Reactie van de commissie
De commissie constateert een geheel verschillende boven- en onderwereld, die op zich helder lijken te zijn georganiseerd en vormgegeven, maar juist de plaatsen waar deze twee werelden elkaar ontmoeten, roepen vragen op zowel ruimtelijk als in materialisatie. Daarnaast wordt gevraagd de bovenwereld nog te presenteren in een realistisch omgevingsbeeld: de omgeving is hier kleurrijk, de inrichting contrastrijk, hoe verhoudt dat zich tot elkaar? Ook is er de vraag hoe het plein aansluit op de gebouwen.
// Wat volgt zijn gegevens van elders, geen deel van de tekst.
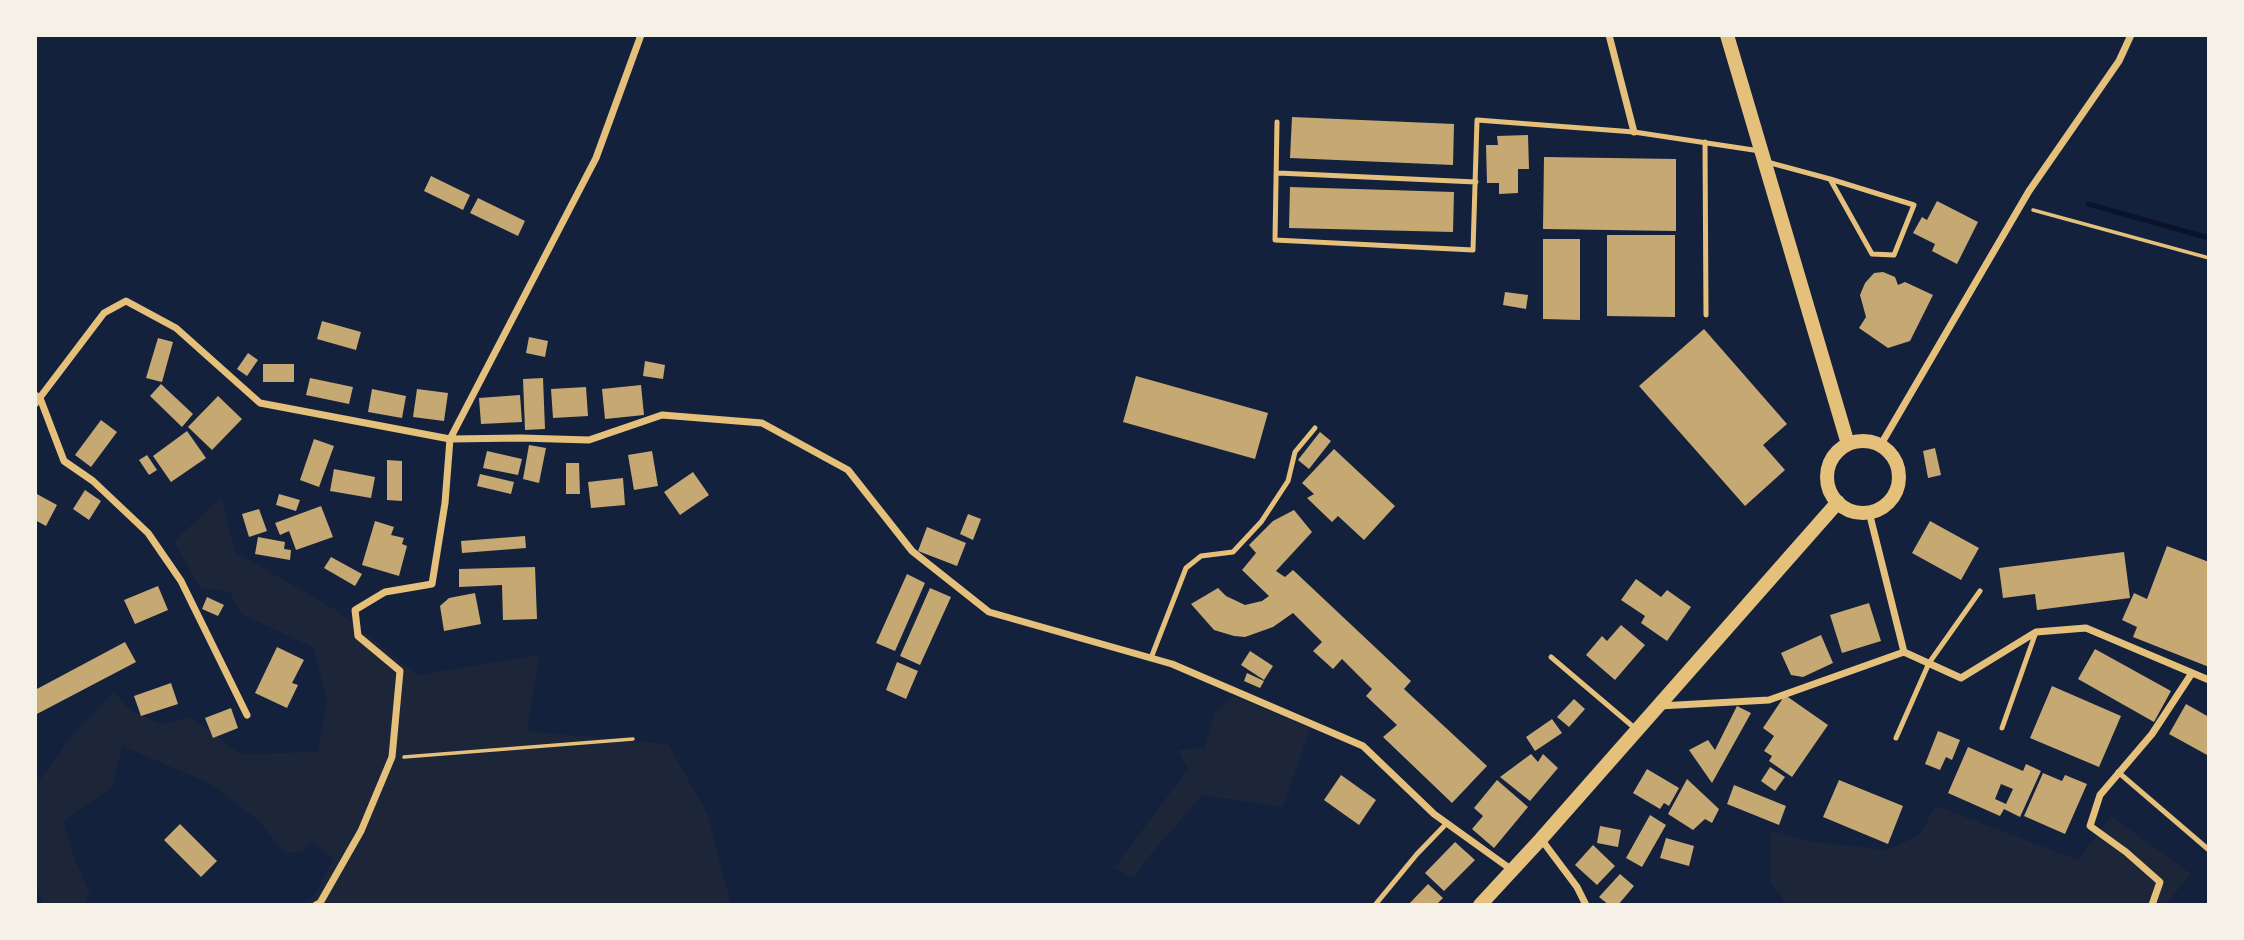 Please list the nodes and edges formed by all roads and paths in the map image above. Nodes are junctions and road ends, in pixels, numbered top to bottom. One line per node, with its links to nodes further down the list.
1 (641, 35): 17 (street)
2 (1609, 35): 6 (street)
3 (1727, 35): 8 (main road)
4 (2131, 35): 12 (street)
5 (1277, 122): 9 (lane)
6 (1634, 132): 7 (lane); 11 (lane)
7 (1705, 142): 8 (lane); 14 (lane)
8 (1762, 156): 10 (lane); 18 (main road)
9 (1278, 173): 11 (lane); 11 (lane)
10 (1830, 179): 10 (lane)
11 (1476, 182)
12 (2021, 207): 13 (path); 19 (street)
13 (2209, 258)
14 (1706, 315)
15 (37, 399): 17 (street); 31 (street)
16 (1315, 428): 26 (lane)
17 (450, 439): 26 (street); 36 (street)
18 (1848, 444): 19 (main road); 20 (main road)
19 (1880, 446): 21 (main road)
20 (1838, 502): 21 (main road); 30 (main road)
21 (1869, 512): 24 (street)
22 (1980, 591): 27 (lane)
23 (2036, 632): 27 (street); 28 (street); 32 (lane)
24 (1904, 652): 27 (street); 30 (street)
25 (1551, 656): 33 (lane)
26 (1151, 658): 38 (street)
27 (1929, 663): 34 (lane)
28 (2192, 673): 29 (street); 37 (street)
29 (2209, 680)
30 (1658, 706): 33 (main road)
31 (247, 715)
32 (2002, 728)
33 (1637, 730): 39 (main road)
34 (1896, 738)
35 (633, 739): 36 (path)
36 (392, 757): 42 (street)
37 (2118, 772): 40 (lane); 46 (street)
38 (1447, 823): 41 (street); 43 (lane)
39 (1541, 839): 41 (main road); 45 (street)
40 (2209, 850)
41 (1513, 871): 44 (main road)
42 (316, 905)
43 (1375, 905)
44 (1480, 905)
45 (1586, 905)
46 (2152, 905)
Ten aanzien van de bomen valt op dat er kleine boomspiegels zijn ingetekend: op dek als in de grond moeten dezelfde groeikansen geambieerd worden. Wat betreft de fietsenstalling is er zorg over de sociale veiligheid, ook gevoelsmatig.

Conclusie
De commissie heeft een aantal wezenlijke vragen over de voorstellen en hoopt in een nadere sessie hier antwoord op te krijgen. De commissie vraagt zich af of het gekozen contrast in een contrastrijke omgeving een langdurig gewaardeerd beeld oplevert. Ten aanzien van de bomen wordt de gelijke groeikans betwijfeld. Als belangrijke voorwaarde voor het slagen van de tunnel in de fietsenstalling geldt de sociale veiligheid: is dit voldoende op alle details doordacht? De overgang van binnen naar buiten en de aansluitingen van ‘gebouwd’ op de openbare ruimte zijn nog te onduidelijk om er een uitspraak over te kunnen doen. De commissie ziet een uitgewerkt voorstel tegemoet.